Task brief: Repeat each entry exactly. Drop every image.

Entries provided:

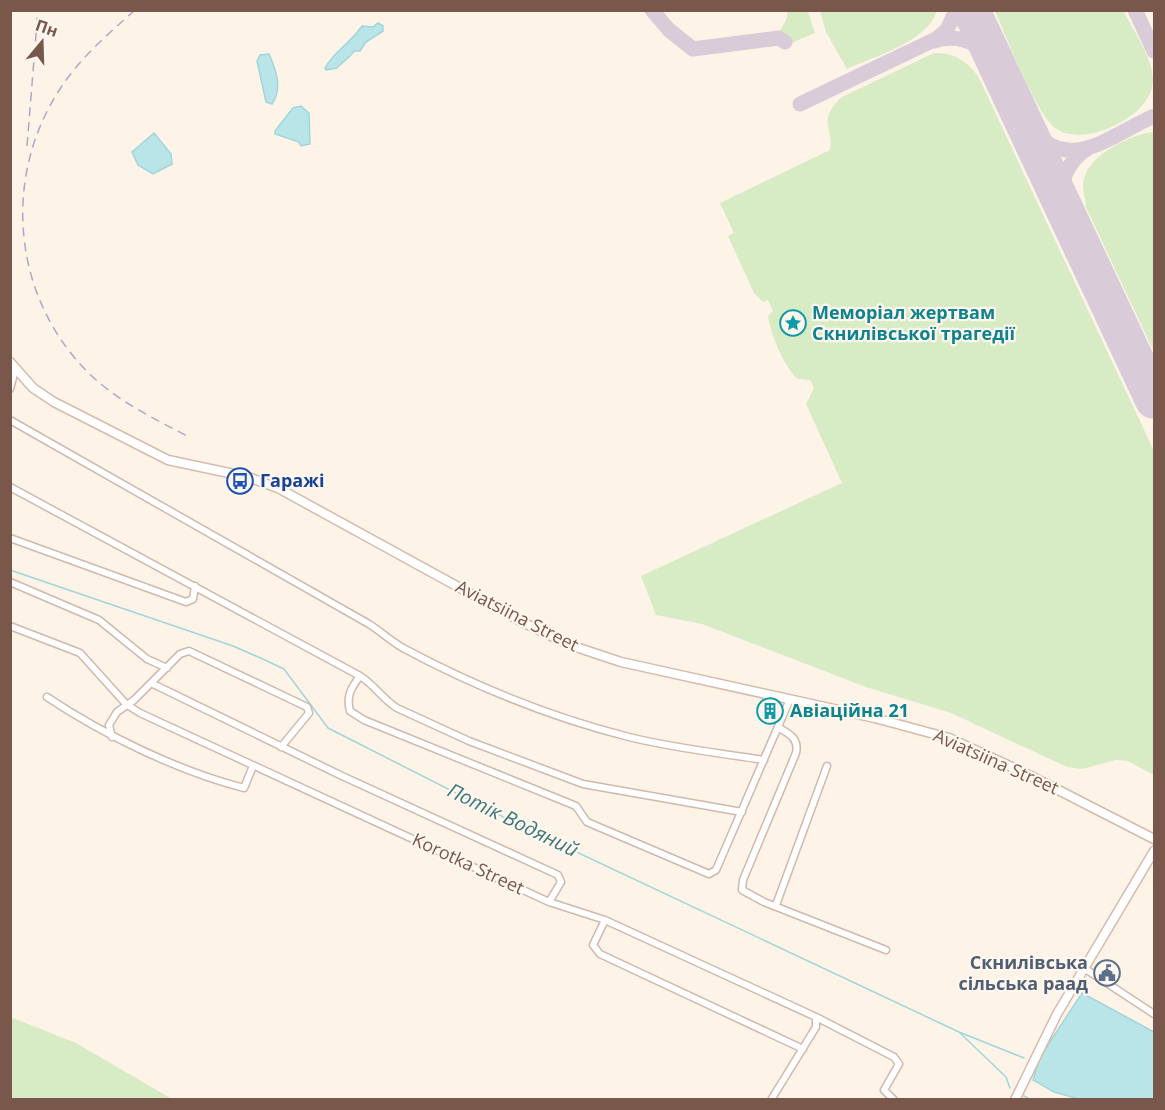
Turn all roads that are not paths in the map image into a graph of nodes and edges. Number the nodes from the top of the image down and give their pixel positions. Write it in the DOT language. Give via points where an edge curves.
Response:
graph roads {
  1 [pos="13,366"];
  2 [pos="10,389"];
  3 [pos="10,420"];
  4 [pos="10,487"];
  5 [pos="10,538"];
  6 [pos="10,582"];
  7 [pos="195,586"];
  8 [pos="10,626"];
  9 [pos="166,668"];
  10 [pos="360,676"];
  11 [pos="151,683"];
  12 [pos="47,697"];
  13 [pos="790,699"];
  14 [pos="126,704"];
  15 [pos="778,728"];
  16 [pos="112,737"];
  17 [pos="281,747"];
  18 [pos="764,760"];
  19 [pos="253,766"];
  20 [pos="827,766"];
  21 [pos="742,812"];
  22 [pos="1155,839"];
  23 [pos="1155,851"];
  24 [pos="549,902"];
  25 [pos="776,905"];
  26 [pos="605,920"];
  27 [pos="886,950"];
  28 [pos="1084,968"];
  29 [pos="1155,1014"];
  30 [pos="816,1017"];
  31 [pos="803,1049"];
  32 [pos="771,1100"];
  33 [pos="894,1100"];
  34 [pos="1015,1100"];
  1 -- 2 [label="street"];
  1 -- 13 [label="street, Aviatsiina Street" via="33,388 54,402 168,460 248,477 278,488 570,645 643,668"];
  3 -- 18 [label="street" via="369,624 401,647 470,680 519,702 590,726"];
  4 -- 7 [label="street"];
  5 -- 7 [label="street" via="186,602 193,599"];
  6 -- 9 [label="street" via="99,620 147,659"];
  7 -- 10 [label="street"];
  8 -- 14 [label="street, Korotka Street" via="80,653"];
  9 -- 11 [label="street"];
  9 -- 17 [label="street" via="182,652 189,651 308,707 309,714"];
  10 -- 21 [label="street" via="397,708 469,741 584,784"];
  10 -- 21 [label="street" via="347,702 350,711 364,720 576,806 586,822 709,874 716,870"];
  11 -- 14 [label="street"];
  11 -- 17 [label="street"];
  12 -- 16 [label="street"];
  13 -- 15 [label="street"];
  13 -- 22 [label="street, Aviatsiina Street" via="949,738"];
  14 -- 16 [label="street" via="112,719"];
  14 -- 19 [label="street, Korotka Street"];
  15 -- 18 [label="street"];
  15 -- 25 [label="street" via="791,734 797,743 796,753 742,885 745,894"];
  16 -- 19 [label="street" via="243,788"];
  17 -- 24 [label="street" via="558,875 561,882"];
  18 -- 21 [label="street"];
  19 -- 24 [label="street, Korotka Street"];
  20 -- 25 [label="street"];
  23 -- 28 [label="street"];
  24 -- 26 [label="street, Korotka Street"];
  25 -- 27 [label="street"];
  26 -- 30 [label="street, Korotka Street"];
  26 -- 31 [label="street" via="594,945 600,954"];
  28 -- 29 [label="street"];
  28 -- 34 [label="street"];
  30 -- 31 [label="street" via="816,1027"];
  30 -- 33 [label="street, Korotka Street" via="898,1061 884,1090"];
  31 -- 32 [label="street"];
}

Exercise answer:
Turn all roads that are not paths in the map image into a graph of nodes and edges. Number the nodes from the top of the image down and give their pixel positions. Write it in the DOT language. Give via points where an edge curves.
Response:
graph roads {
  1 [pos="13,366"];
  2 [pos="10,389"];
  3 [pos="10,420"];
  4 [pos="10,487"];
  5 [pos="10,538"];
  6 [pos="10,582"];
  7 [pos="195,586"];
  8 [pos="10,626"];
  9 [pos="166,668"];
  10 [pos="360,676"];
  11 [pos="151,683"];
  12 [pos="47,697"];
  13 [pos="790,699"];
  14 [pos="126,704"];
  15 [pos="778,728"];
  16 [pos="112,737"];
  17 [pos="281,747"];
  18 [pos="764,760"];
  19 [pos="253,766"];
  20 [pos="827,766"];
  21 [pos="742,812"];
  22 [pos="1155,839"];
  23 [pos="1155,851"];
  24 [pos="549,902"];
  25 [pos="776,905"];
  26 [pos="605,920"];
  27 [pos="886,950"];
  28 [pos="1084,968"];
  29 [pos="1155,1014"];
  30 [pos="816,1017"];
  31 [pos="803,1049"];
  32 [pos="771,1100"];
  33 [pos="894,1100"];
  34 [pos="1015,1100"];
  1 -- 2 [label="street"];
  1 -- 13 [label="street, Aviatsiina Street" via="33,388 54,402 168,460 248,477 278,488 570,645 643,668"];
  3 -- 18 [label="street" via="369,624 401,647 470,680 519,702 590,726"];
  4 -- 7 [label="street"];
  5 -- 7 [label="street" via="186,602 193,599"];
  6 -- 9 [label="street" via="99,620 147,659"];
  7 -- 10 [label="street"];
  8 -- 14 [label="street, Korotka Street" via="80,653"];
  9 -- 11 [label="street"];
  9 -- 17 [label="street" via="182,652 189,651 308,707 309,714"];
  10 -- 21 [label="street" via="397,708 469,741 584,784"];
  10 -- 21 [label="street" via="347,702 350,711 364,720 576,806 586,822 709,874 716,870"];
  11 -- 14 [label="street"];
  11 -- 17 [label="street"];
  12 -- 16 [label="street"];
  13 -- 15 [label="street"];
  13 -- 22 [label="street, Aviatsiina Street" via="949,738"];
  14 -- 16 [label="street" via="112,719"];
  14 -- 19 [label="street, Korotka Street"];
  15 -- 18 [label="street"];
  15 -- 25 [label="street" via="791,734 797,743 796,753 742,885 745,894"];
  16 -- 19 [label="street" via="243,788"];
  17 -- 24 [label="street" via="558,875 561,882"];
  18 -- 21 [label="street"];
  19 -- 24 [label="street, Korotka Street"];
  20 -- 25 [label="street"];
  23 -- 28 [label="street"];
  24 -- 26 [label="street, Korotka Street"];
  25 -- 27 [label="street"];
  26 -- 30 [label="street, Korotka Street"];
  26 -- 31 [label="street" via="594,945 600,954"];
  28 -- 29 [label="street"];
  28 -- 34 [label="street"];
  30 -- 31 [label="street" via="816,1027"];
  30 -- 33 [label="street, Korotka Street" via="898,1061 884,1090"];
  31 -- 32 [label="street"];
}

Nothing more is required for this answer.